EXHAUST HEAT SHIELD INSULATION
Exhaust Heat Shield Insulation
Using an insulated heat shield around the exhaust system or the turbo can often help to increase the power output of engines with operating temperatures exceeding 800 degrees (or 1200 in Formula 1) while limiting the thermal exposure of structural components and reducing thermal fatigue (in IndyCar, NASCAR, Rally, etc) just as a ceramic thermal barrier coating does, but with better effect.
By cladding the exhaust pipes with thermal insulation the outer surface temperatures drop significantly and contain the heat energy within the exhaust system.
Inconel tube heat shielded with dimpled 0.15mm stainless steel foil spot-welded and enclosing a microthermal layer to retain heat within the system. Photo courtesy of: Elweld
With the turbo having been re-introduced to Formula 1, GoodFabs has developed unique exhaust heat management skills to create thermal insulation and heat shields which follow the exhaust contours perfectly, even with very complex geometry.
Each part is individually wrapped with insulation material (microporous or silicate fibre are the most popular) followed by spot welding a dimpled stainless steel, Inconel or titanium outer shell.
Custom-made press tools are manufactured in-house from CAD drawings to ensure that the hardcover thermal insulation shells are moulded to fit perfectly over the exhaust system.
GoodFabs can create lightweight cladding, in either integral or clamshell type, with excellent thermal properties using lightweight exotic materials such as 0.1mm thick Inconel foil.

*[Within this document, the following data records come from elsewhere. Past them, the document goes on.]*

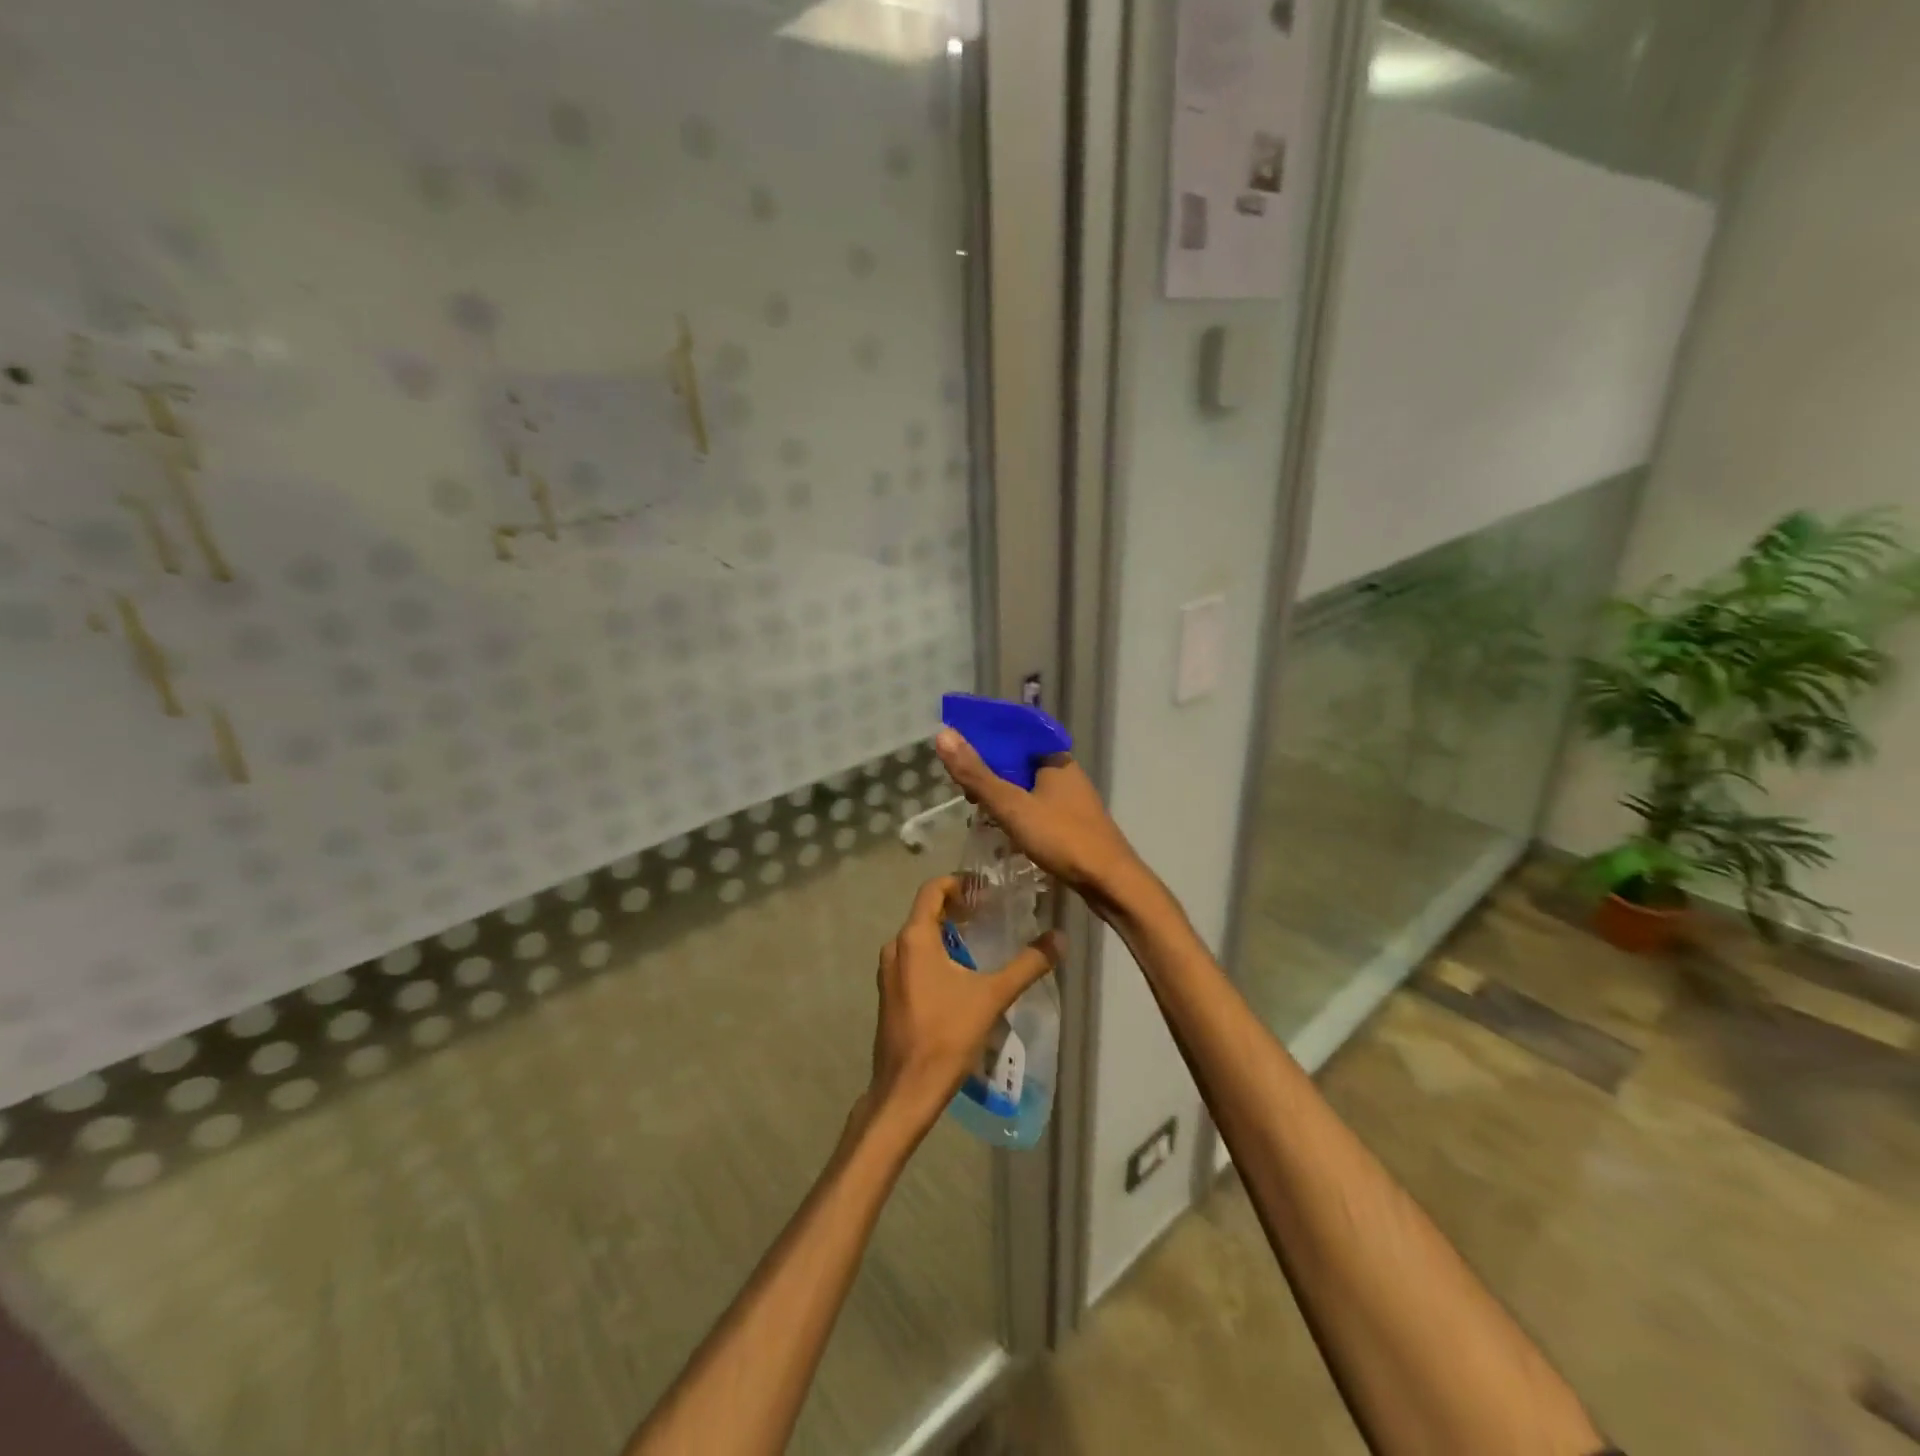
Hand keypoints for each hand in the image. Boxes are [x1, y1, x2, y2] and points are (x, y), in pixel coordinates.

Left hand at [867, 876, 1060, 1131]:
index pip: (932, 889)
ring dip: (947, 932)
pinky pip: (913, 959)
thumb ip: (1027, 964)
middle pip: (926, 912)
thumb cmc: (947, 1036)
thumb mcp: (993, 996)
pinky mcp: (889, 994)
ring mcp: (888, 972)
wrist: (907, 1090)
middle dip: (957, 908)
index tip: (986, 889)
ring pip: (919, 937)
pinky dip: (936, 954)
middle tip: (991, 912)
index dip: (959, 882)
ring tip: (980, 940)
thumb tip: (1060, 938)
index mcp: (914, 938)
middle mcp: (895, 947)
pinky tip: (961, 973)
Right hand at [934, 729, 1148, 912]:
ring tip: (977, 810)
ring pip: (1026, 785)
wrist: (1110, 882)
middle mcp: (1064, 771)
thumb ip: (977, 774)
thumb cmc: (1062, 838)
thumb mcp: (1012, 806)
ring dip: (1001, 793)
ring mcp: (1071, 797)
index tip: (959, 756)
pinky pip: (1036, 805)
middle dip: (989, 771)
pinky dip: (1016, 811)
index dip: (984, 739)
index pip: (1013, 733)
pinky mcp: (1072, 821)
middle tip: (964, 791)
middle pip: (1018, 759)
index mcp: (1054, 757)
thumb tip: (943, 734)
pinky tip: (1002, 827)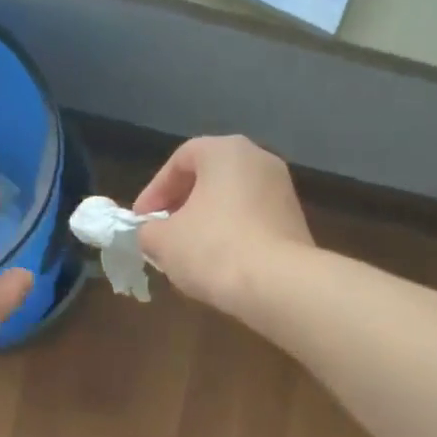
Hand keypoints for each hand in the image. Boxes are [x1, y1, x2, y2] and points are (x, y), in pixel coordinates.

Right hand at [132, 135, 316, 312]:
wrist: (278, 285)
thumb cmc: (214, 249)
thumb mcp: (163, 241)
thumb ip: (149, 231)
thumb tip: (153, 234)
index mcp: (226, 151)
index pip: (180, 160)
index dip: (154, 191)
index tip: (141, 220)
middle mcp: (260, 160)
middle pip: (210, 178)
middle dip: (182, 206)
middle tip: (163, 234)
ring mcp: (283, 192)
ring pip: (233, 202)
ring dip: (207, 223)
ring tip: (189, 254)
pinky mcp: (295, 224)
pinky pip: (253, 223)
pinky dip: (233, 237)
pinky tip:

Integral Heat Shields are spot welded on to the exhaust system while the Clamshell Heat Shield is held together by clips or springs, making it easier to remove the outer cladding which allows mechanics to perform non-destructive testing and early crack detection on the used exhaust pipes.
Although Insulation Cladding and Thermal Barrier Coating are effectively used for the same reason - to improve power output, fuel efficiency and improved flow characteristics and scavenging effects - sometimes one is better than the other due to economic or purely packaging reasons.